EXERCISE DETAILS :: Copy each record exactly and skip its pictures.

Collected data ::
────────────────────────────────────────

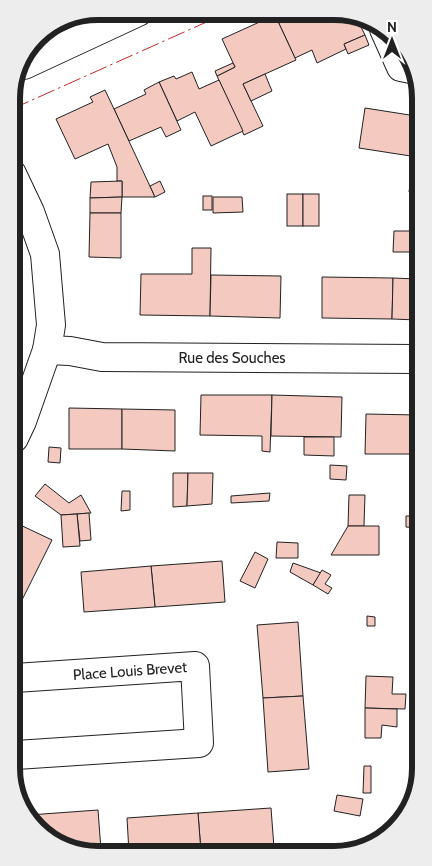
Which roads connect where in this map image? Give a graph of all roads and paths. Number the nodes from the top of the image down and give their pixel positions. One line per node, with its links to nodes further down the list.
1 (120, 20): 3 (street)
2 (391, 45): 4 (street)
3 (30, 61)
4 (406, 68)
5 (20, 191): 6 (street)
6 (47, 350): 7 (street, Rue des Souches); 8 (street)
7 (412, 359)
8 (20, 424)
9 (20, 678): 10 (street, Place Louis Brevet)
10 (20, 755)

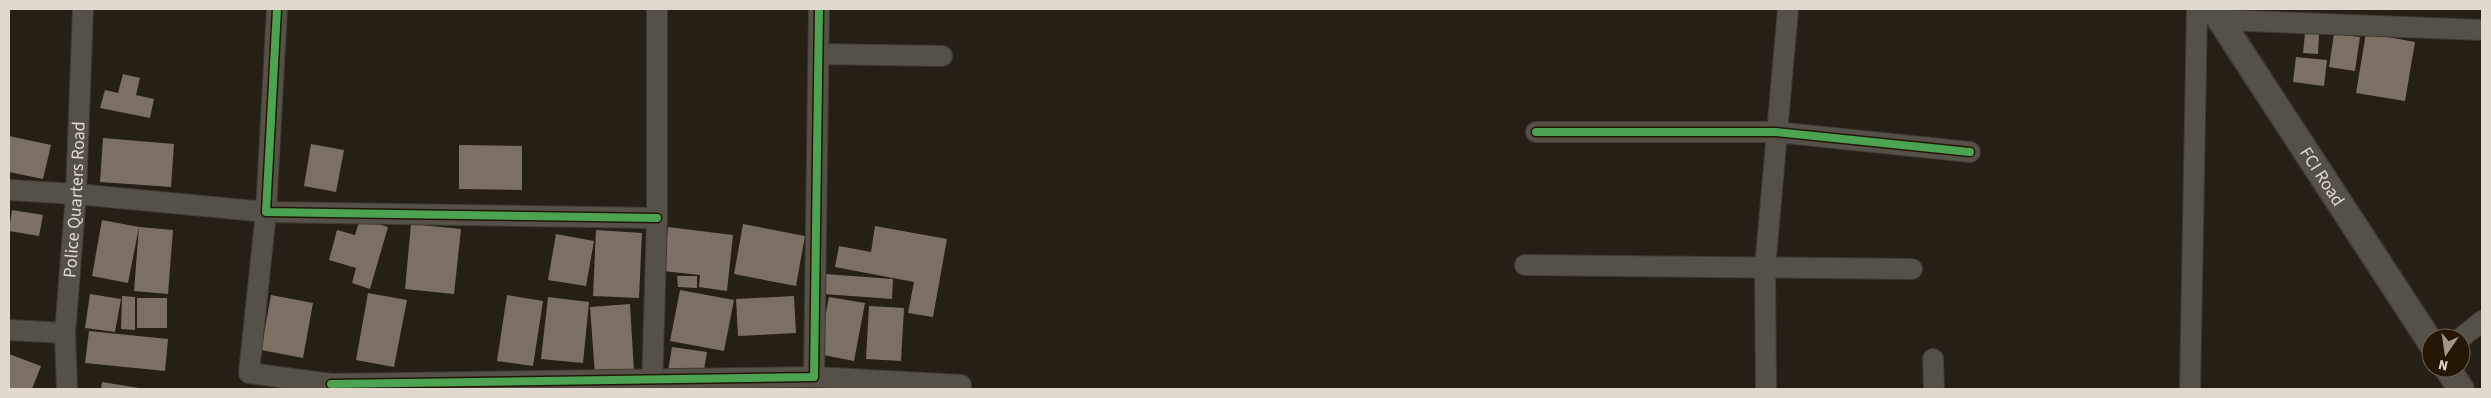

────────────────────────────────────────

RESPONSE TO THIS EXERCISE ::
Which roads connect where in this map image? Give a graph of all roads and paths. Number the nodes from the top of the image down and give their pixel positions. One line per node, with its links to nodes further down the list.
1 (120, 20): 3 (street)
2 (391, 45): 4 (street)
3 (30, 61)
4 (406, 68)
5 (20, 191): 6 (street)
6 (47, 350): 7 (street, Rue des Souches); 8 (street)
7 (412, 359)
8 (20, 424)
9 (20, 678): 10 (street, Place Louis Brevet)
10 (20, 755)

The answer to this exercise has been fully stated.